What is expected: Print the listing below again, exactly. Skip the pictures.

Data extract:
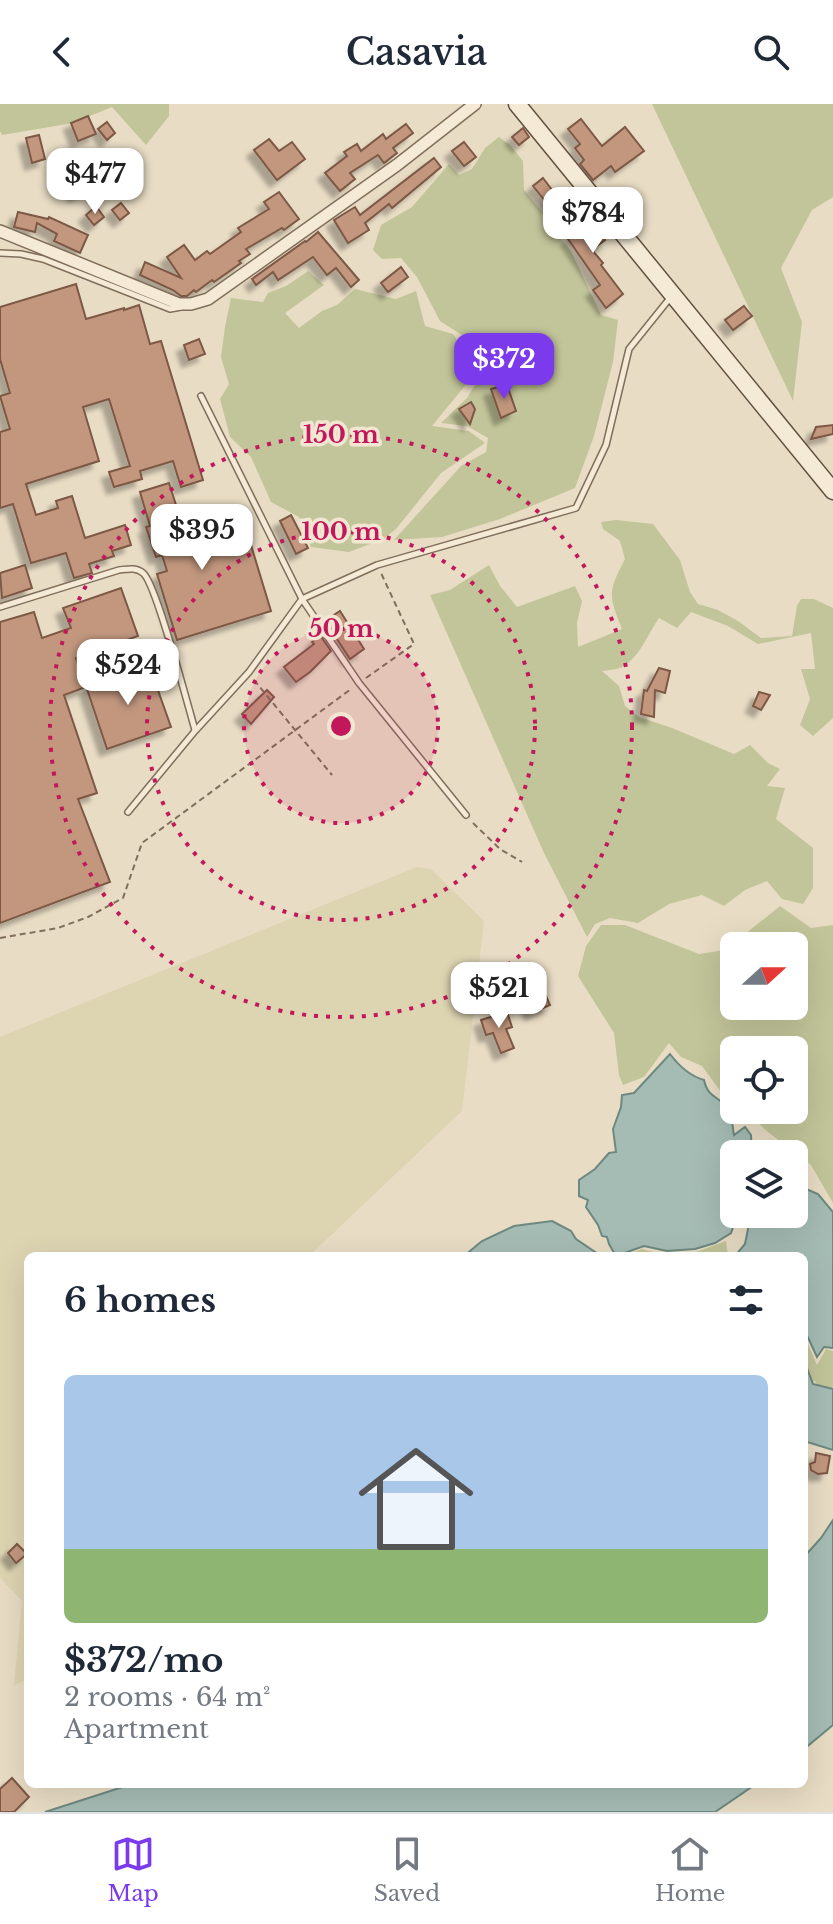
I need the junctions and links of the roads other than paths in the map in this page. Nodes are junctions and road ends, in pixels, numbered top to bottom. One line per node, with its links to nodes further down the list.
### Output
1 (475, 104): 6 (street)
2 (517, 104): 5 (street)
3 (0, 231): 6 (street)
4 (0, 253): 6 (lane)
5 (673, 295): 8 (street); 9 (lane)
6 (185, 304)
7 (201, 396): 9 (lane)
8 (833, 491)
9 (302, 599): 11 (lane); 13 (lane)
10 (0, 607): 11 (lane)
11 (195, 731): 12 (lane)
12 (128, 812)
13 (466, 815)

Exercise solution:
I need the junctions and links of the roads other than paths in the map in this page. Nodes are junctions and road ends, in pixels, numbered top to bottom. One line per node, with its links to nodes further down the list.
### Output
1 (475, 104): 6 (street)
2 (517, 104): 5 (street)
3 (0, 231): 6 (street)
4 (0, 253): 6 (lane)
5 (673, 295): 8 (street); 9 (lane)
6 (185, 304)
7 (201, 396): 9 (lane)
8 (833, 491)
9 (302, 599): 11 (lane); 13 (lane)
10 (0, 607): 11 (lane)
11 (195, 731): 12 (lane)
12 (128, 812)
13 (466, 815)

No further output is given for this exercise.